12/06/2026
Eu costumo dizer que nunca estivemos tão conectados quanto agora. Basta olhar ao redor. No trabalho, em casa ou até no transporte público, o celular se tornou parte da nossa rotina. A qualquer momento estamos trocando mensagens, participando de reuniões online, assistindo a vídeos ou resolvendo questões do dia a dia pelo smartphone. Com tudo isso em mente, sempre me faço uma pergunta: o Brasil está preparado para sustentar toda essa hiperconectividade?
Os números mostram o tamanho dessa transformação. A 36ª edição da Pesquisa Anual do FGVcia sobre o Mercado Brasileiro de TI e Uso nas Empresas, divulgada em 2025, indica que o país possui cerca de 272 milhões de smartphones em uso, o que representa aproximadamente 1,3 aparelho por habitante. Na prática, já temos mais celulares do que pessoas no Brasil.
Para mim, esse dado diz muito sobre a forma como a tecnologia passou a fazer parte da vida dos brasileiros. São milhões de pessoas conectadas ao mesmo tempo, utilizando aplicativos, fazendo chamadas de vídeo, comprando online ou acessando serviços digitais. Quanto maior esse volume de conexões simultâneas, maior também é a pressão sobre as redes de telecomunicações.
Ao mesmo tempo, percebo que a expectativa por qualidade de conexão também mudou. Hoje ninguém quer esperar uma página carregar ou lidar com instabilidade em uma reunião virtual.
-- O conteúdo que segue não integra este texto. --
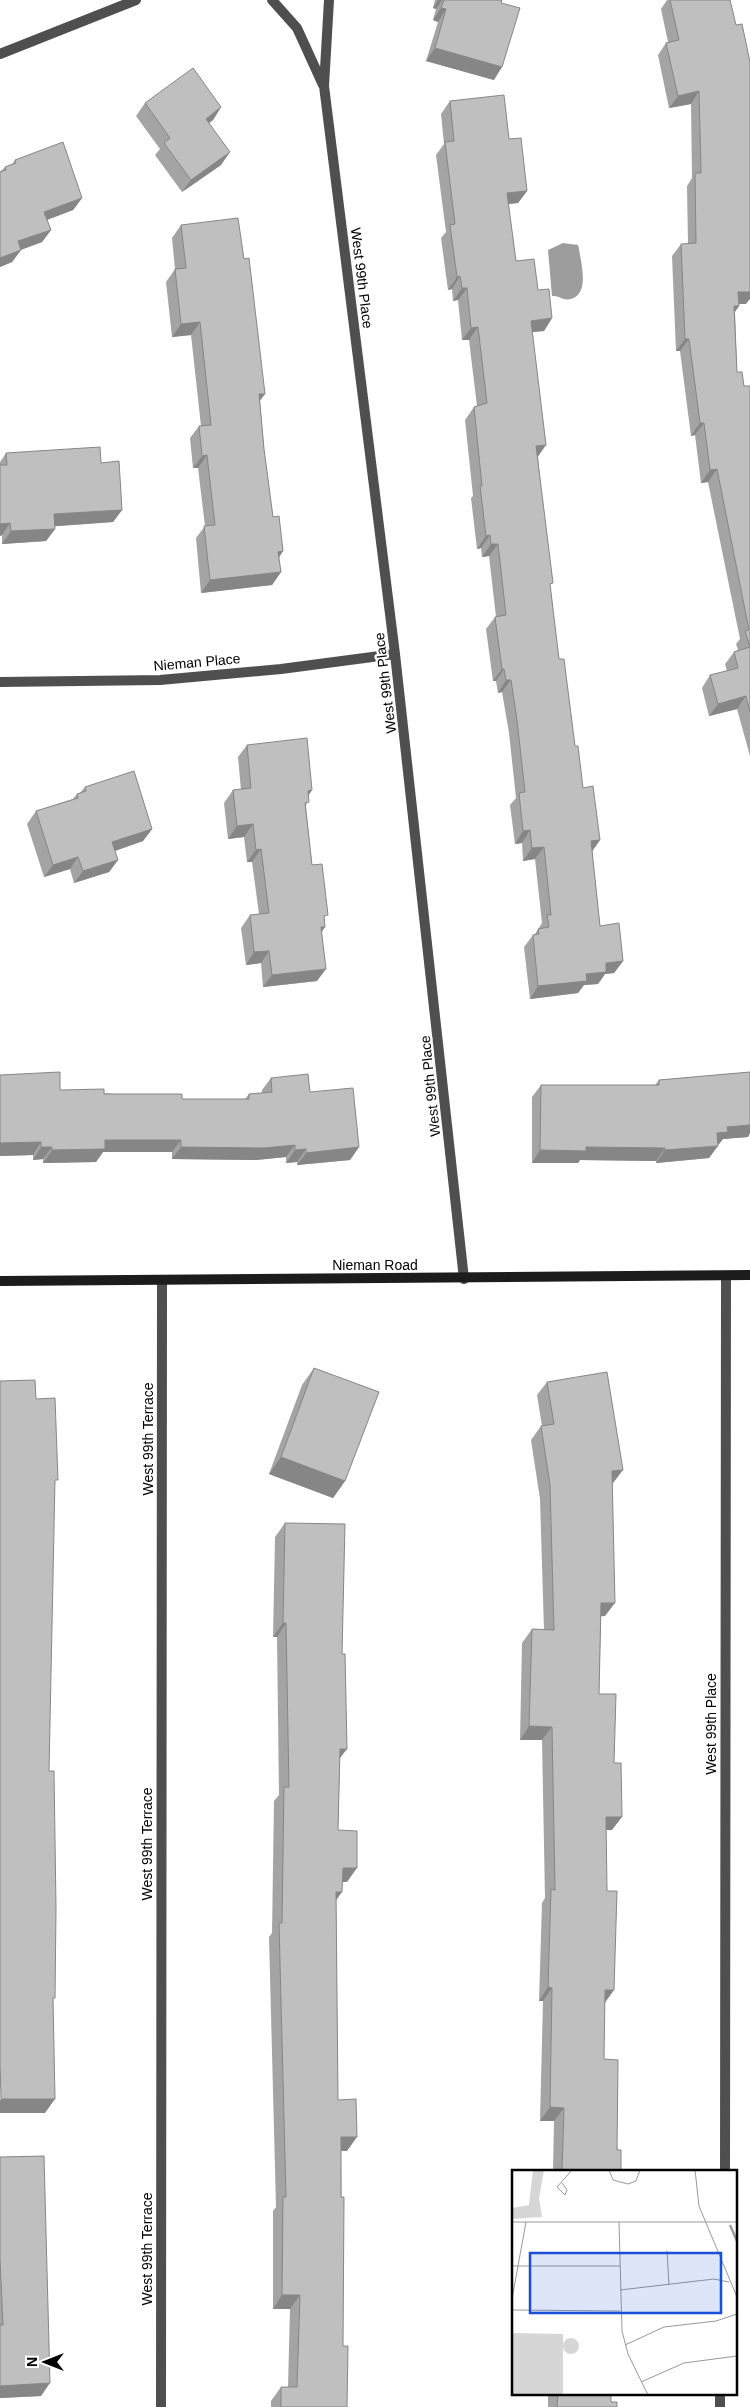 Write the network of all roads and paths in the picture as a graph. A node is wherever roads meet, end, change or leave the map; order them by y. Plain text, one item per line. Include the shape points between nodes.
1 (136, 0) edge
2 (272, 0) edge
3 (328, 0) edge
4 (0, 54) edge
5 (324, 86) junction
6 (396, 654) junction
7 (0, 682) edge
8 (750, 1275) edge
9 (726, 1276) junction
10 (464, 1279) junction
11 (162, 1280) junction
12 (0, 1281) edge
13 (725, 2170) edge
14 (720, 2394) edge
15 (161, 2407) edge
16 (720, 2407) edge

1 - 4 street
2 - 5 street, West 99th Place via 297,28
3 - 5 street, West 99th Place
5 - 6 street, West 99th Place
6 - 7 street, Nieman Place via 160,680
6 - 10 street, West 99th Place
8 - 9 street, Nieman Road
9 - 10 street, Nieman Road
9 - 13 street, West 99th Place
10 - 11 street, Nieman Road
11 - 12 street, Nieman Road
11 - 15 street, West 99th Terrace
14 - 16 street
Segundo dados da Agência Nacional de Telecomunicações, no final de 2025 o Brasil terá cerca de 57,8 milhões de acessos ativos ao 5G, um crescimento de 45,2% em relação a dezembro de 2024. Esse avanço mostra que a demanda por velocidade e estabilidade só tende a aumentar.
Na minha visão, a conectividade deixou de ser apenas um suporte tecnológico para as empresas. Ela passou a influenciar diretamente a forma como os negócios funcionam. Hoje muitas decisões são tomadas em tempo real, sistemas operam em nuvem e boa parte do relacionamento com clientes acontece em plataformas digitais.